Records excerpted from a collection:
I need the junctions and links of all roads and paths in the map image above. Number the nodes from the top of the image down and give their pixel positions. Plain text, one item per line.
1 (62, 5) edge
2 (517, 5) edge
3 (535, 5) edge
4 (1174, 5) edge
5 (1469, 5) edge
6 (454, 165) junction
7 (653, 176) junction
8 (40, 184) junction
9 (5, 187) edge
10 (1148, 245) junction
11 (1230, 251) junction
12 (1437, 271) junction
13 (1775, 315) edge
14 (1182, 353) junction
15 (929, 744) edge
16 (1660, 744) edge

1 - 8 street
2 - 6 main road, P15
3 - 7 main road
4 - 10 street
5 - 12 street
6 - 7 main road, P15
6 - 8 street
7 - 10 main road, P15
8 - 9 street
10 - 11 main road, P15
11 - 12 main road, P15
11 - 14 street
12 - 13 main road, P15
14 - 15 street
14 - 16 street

## Task instructions
Set the records down again in full, exactly as they read.

## The completed task
I need the junctions and links of all roads and paths in the map image above. Number the nodes from the top of the image down and give their pixel positions. Plain text, one item per line.
1 (62, 5) edge
2 (517, 5) edge
3 (535, 5) edge
4 (1174, 5) edge
5 (1469, 5) edge
6 (454, 165) junction
7 (653, 176) junction
8 (40, 184) junction
9 (5, 187) edge
10 (1148, 245) junction
11 (1230, 251) junction
12 (1437, 271) junction
13 (1775, 315) edge
14 (1182, 353) junction
15 (929, 744) edge
16 (1660, 744) edge

1 - 8 street
2 - 6 main road, P15
3 - 7 main road
4 - 10 street
5 - 12 street
6 - 7 main road, P15
6 - 8 street
7 - 10 main road, P15
8 - 9 street
10 - 11 main road, P15
11 - 12 main road, P15
11 - 14 street
12 - 13 main road, P15
14 - 15 street
14 - 16 street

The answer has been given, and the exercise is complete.